Handicraft, resistance economy and employment

handicraft

Handicrafts are independent products which are inspired by an artisan’s thought, creativity, and performance. It can be considered as one of axes of resistance economy by providing sustainable employment opportunity.

According to art experts, Iran ranks among the top three countries in the world for handicraft activities. Researchers and art lovers consider Iran as the birthplace of handicrafts and arts such as carpet, metalwork, and potteries and ceramics, according to IRNA.

Iranian handicrafts can be studied from artistic and economic aspects.

The artistic aspect is of high importance because it involves Iranian-Islamic values and culture, and relies on Iranian tastes, dynamism, thinking and creativity.

From the economic point of view, handicrafts should have a higher standing for exports to global markets, increase non-oil revenues, and play a great role in the country’s economic and social development.

One of the major concerns of officials in the handicrafts sector is the modesty of artisans. They have insurance problems.

Furthermore, presence of exporters from rival countries, which have copied Iranian designs and made products similar to Iranian ones, is another bitter reality. Despite the rapid development of the industry coupled with the onset of modern technology, handicraft is still considered central to Iranian culture and art.

If it is applied as a consuming commodity by Iranian families, it could have a promising future.

Head of Iran Cultural Heritage, Handicrafts, and Tourism Organization (ICHHTO) contends that the organization has a special role in country’s economic and cultural development during the current Iranian year which has been designated by Leader of Islamic Revolution Ayatollah Seyyed Ali Khamenei as the ‘Year of Economy and Culture With National Determination and Jihadi Management’.

Massoud Soltanifar added that out of 460 fields of handicraft, 352 are active in Iran.

Followed by India and China, Iran is considered as third handicrafts hub worldwide, he pointed out. Some two million people are involved in the handicrafts sector, he added.

Carpet weaving is considered as the most important field of the handicraft sector, he said. He noted that handicraft sector has high potentials for generating jobs.

“Some two million square meters of carpets are woven annually in Iran, of which 1.5 million are exported.”
Soltanifar said the country earned $150 million by exporting handicraft items in the last Iranian year (ended March 20, 2014).

It also fetched $1 billion from the export of 1.5 million square meters of hand-woven carpets during the mentioned period, he added.

ICHHTO can generate 300,000 jobs in the handicrafts sector once bank loans and financial resources are made available, he said.

He called carpet weaving, kilim weaving, giveh weaving, darning, traditional dying, jajim weaving, woodwork, copper smithing, whitesmith’s art, ironwork and chelengari, mirrorwork, plasterwork, needlework, local garments, potteries and sculpture, bamboo weaving, cutting precious and semi-precious stones, gilding, miniature, and doll making as major handicrafts of Markazi province.

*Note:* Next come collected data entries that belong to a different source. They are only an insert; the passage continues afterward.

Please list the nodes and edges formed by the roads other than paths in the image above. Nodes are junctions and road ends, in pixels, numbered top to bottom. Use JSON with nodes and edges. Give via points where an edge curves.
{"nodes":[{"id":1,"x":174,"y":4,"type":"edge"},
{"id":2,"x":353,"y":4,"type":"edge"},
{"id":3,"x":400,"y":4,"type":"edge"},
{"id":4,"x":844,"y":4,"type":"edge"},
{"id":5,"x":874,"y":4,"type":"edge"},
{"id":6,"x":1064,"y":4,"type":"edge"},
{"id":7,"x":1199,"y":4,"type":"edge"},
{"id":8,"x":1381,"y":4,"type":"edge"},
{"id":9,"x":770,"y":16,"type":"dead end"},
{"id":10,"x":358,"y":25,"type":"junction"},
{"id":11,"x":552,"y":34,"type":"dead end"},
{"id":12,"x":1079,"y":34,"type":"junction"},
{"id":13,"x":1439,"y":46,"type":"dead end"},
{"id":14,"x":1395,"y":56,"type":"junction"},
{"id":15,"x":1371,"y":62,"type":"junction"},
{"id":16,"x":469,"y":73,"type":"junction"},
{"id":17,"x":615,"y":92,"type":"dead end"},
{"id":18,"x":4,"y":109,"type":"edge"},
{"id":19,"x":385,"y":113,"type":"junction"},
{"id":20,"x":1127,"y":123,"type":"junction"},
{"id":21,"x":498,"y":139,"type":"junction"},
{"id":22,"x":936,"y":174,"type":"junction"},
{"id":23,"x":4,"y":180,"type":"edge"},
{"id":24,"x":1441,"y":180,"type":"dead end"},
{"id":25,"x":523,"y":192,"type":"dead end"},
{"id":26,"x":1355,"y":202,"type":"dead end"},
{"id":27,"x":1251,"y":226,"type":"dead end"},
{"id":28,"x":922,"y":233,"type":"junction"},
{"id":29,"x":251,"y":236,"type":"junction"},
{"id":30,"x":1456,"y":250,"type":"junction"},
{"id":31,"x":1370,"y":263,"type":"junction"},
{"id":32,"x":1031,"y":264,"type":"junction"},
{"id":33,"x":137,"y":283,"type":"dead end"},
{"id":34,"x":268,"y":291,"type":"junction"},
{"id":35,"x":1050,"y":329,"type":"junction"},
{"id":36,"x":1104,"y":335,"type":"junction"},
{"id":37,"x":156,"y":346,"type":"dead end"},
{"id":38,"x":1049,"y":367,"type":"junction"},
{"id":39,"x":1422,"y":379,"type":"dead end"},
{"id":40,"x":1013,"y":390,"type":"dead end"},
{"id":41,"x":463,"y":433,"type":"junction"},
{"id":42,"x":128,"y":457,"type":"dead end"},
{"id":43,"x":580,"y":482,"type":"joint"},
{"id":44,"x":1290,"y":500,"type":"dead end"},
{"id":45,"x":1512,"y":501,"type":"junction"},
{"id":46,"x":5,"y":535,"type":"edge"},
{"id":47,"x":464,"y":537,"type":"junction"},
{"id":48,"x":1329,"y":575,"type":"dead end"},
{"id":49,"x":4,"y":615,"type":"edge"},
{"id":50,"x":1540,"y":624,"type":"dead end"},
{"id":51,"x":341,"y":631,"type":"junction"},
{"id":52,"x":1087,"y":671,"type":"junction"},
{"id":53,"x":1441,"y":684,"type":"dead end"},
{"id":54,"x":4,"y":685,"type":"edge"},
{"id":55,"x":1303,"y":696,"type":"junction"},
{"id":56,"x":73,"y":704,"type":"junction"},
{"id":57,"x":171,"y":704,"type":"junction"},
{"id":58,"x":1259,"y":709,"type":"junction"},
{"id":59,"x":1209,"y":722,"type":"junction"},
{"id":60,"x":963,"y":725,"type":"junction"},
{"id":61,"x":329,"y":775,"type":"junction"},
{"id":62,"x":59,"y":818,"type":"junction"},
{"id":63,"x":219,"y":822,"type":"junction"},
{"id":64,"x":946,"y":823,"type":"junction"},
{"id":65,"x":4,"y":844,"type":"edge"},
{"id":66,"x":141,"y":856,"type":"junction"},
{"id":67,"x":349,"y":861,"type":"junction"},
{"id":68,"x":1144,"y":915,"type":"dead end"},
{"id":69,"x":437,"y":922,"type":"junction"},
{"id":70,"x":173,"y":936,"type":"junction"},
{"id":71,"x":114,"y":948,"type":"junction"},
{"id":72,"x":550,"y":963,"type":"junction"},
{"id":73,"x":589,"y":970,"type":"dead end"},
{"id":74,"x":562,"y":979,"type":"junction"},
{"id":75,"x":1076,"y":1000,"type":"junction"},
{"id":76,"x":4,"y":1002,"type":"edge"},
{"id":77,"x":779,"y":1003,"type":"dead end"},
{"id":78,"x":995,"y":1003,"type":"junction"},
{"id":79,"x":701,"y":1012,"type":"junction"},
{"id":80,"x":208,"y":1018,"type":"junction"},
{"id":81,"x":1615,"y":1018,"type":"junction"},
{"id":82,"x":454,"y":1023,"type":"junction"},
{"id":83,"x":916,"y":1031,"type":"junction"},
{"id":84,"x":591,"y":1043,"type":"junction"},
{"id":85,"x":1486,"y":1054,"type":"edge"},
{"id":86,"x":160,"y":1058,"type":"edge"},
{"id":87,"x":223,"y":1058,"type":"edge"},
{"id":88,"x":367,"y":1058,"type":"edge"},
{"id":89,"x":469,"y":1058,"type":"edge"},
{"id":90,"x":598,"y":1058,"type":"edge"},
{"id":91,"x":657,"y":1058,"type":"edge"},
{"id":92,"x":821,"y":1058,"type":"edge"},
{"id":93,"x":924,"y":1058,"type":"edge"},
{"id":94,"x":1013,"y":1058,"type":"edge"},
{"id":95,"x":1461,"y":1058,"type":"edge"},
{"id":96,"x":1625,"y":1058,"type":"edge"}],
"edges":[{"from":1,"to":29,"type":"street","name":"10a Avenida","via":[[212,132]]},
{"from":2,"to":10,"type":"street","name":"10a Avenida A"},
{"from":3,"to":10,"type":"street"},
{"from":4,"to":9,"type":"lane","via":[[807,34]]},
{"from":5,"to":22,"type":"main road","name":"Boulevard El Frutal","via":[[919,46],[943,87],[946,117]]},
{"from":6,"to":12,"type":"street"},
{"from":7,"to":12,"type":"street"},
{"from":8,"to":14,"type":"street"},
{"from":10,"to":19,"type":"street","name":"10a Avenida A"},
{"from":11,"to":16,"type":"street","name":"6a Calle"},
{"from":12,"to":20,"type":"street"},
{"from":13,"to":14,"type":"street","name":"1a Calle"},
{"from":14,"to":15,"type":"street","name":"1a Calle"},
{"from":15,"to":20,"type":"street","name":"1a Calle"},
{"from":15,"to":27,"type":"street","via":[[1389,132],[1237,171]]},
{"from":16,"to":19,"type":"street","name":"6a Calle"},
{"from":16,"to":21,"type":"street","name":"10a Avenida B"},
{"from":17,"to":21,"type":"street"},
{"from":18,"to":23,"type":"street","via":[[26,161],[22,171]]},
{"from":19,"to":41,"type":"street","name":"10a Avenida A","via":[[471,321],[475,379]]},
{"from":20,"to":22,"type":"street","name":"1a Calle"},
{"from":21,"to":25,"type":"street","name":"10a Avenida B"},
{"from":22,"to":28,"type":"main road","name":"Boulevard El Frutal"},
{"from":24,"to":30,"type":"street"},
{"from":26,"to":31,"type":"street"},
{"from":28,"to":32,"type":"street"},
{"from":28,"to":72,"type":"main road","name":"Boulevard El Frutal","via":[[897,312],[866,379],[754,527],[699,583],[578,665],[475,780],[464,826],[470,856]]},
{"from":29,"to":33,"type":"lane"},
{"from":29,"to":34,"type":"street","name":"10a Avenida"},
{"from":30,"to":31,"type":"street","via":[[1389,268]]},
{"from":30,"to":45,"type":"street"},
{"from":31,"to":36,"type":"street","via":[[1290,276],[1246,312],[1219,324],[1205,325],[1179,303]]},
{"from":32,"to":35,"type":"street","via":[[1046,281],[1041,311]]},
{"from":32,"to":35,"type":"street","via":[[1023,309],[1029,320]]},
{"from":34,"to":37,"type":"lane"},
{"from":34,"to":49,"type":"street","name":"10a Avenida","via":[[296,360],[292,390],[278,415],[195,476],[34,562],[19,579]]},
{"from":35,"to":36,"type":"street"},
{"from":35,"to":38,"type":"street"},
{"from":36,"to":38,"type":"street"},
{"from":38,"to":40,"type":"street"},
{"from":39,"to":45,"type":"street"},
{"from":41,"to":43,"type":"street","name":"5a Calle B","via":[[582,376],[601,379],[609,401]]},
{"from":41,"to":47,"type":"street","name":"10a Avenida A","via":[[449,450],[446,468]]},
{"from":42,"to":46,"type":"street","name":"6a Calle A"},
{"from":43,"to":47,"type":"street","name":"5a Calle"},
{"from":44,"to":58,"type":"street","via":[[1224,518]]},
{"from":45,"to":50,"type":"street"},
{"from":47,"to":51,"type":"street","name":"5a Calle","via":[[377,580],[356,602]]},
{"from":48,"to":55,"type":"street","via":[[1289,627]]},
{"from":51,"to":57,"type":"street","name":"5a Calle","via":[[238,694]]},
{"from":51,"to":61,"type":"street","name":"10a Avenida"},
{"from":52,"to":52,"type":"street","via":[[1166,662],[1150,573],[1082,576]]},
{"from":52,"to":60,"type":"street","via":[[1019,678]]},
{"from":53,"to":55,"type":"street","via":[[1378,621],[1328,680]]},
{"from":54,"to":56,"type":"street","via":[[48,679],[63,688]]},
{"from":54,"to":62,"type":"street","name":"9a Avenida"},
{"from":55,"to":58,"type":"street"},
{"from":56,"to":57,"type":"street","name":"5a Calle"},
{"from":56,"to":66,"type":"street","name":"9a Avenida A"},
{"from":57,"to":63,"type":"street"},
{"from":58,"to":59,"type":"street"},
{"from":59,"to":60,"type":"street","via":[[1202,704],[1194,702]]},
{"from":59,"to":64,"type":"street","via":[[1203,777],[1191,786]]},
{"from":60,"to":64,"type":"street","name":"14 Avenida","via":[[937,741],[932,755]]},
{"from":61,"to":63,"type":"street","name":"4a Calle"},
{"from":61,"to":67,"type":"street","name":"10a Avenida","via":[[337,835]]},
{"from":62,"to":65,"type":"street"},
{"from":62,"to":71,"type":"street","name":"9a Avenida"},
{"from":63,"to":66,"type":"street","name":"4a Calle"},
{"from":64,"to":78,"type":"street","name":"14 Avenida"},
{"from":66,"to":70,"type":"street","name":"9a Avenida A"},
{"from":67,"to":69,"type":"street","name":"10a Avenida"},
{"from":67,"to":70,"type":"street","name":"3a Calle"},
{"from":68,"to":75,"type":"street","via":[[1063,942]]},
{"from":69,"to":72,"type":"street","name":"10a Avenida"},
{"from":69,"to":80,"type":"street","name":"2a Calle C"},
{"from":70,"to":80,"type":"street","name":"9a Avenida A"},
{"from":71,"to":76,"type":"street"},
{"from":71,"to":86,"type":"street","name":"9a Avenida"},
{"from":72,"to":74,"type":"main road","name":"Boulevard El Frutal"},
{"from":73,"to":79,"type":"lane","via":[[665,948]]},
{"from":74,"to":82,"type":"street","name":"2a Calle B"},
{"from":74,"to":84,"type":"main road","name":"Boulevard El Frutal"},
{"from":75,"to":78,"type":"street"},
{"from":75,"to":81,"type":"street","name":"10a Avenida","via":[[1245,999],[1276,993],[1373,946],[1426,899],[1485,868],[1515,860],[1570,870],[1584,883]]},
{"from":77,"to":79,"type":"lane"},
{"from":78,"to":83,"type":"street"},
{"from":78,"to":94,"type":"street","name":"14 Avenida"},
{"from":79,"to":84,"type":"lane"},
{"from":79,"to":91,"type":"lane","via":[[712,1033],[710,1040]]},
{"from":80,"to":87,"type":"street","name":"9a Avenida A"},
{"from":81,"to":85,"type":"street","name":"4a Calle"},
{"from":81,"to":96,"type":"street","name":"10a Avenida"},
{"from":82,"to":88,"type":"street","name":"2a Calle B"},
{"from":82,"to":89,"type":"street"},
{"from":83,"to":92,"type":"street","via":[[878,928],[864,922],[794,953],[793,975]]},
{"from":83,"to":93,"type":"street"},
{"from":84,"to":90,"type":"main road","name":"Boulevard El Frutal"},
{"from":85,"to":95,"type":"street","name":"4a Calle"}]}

Also, director general of Markazi Cultural Heritage, Handicrafts and Tourism Department, said ascertaining the preferences of customers and upgrading the quality of the products are the top priorities of the department.
Seyyed Mohammad Hosseini added that promoting home-based jobs could help remove unemployment.

Based on assessments, over 7,920 people are involved in various handicraft fields in the province, of whom 2,320 have been insured, he said.

He said 110 disciplines of handicraft are active across the province including traditional textiles, roodoozi (exterior needlework), traditional textile printing, potteries and ceramic, engraving, copper smithing, straw plaiting, footwears such as giveh, and cutting semi-precious stones.

Meanwhile, deputy head of Markazi Cultural Heritage, Handicrafts, and Tourism Department said 10 artworks of Markazi province have so far received the UNESCO seal of excellence.

Qasem Kazemi added that Vahid Keshavarz (for traditional musical instrument of ‘kamancheh’), Abdollah Geleh Sanjani (‘giveh’), Ali Ghaffari ( pendants made with precious and semi-precious stones), Amin Keshavarz (traditional musical instrument of ‘gheichak’), Hamidreza Ashtari (musical instrument of sehtar), Ehsan Tayyebi (dohol (drum)), Mohammad Shams (earthen sootak (whistle)), and Milad Rafiee (gilding) have received the seal of excellence.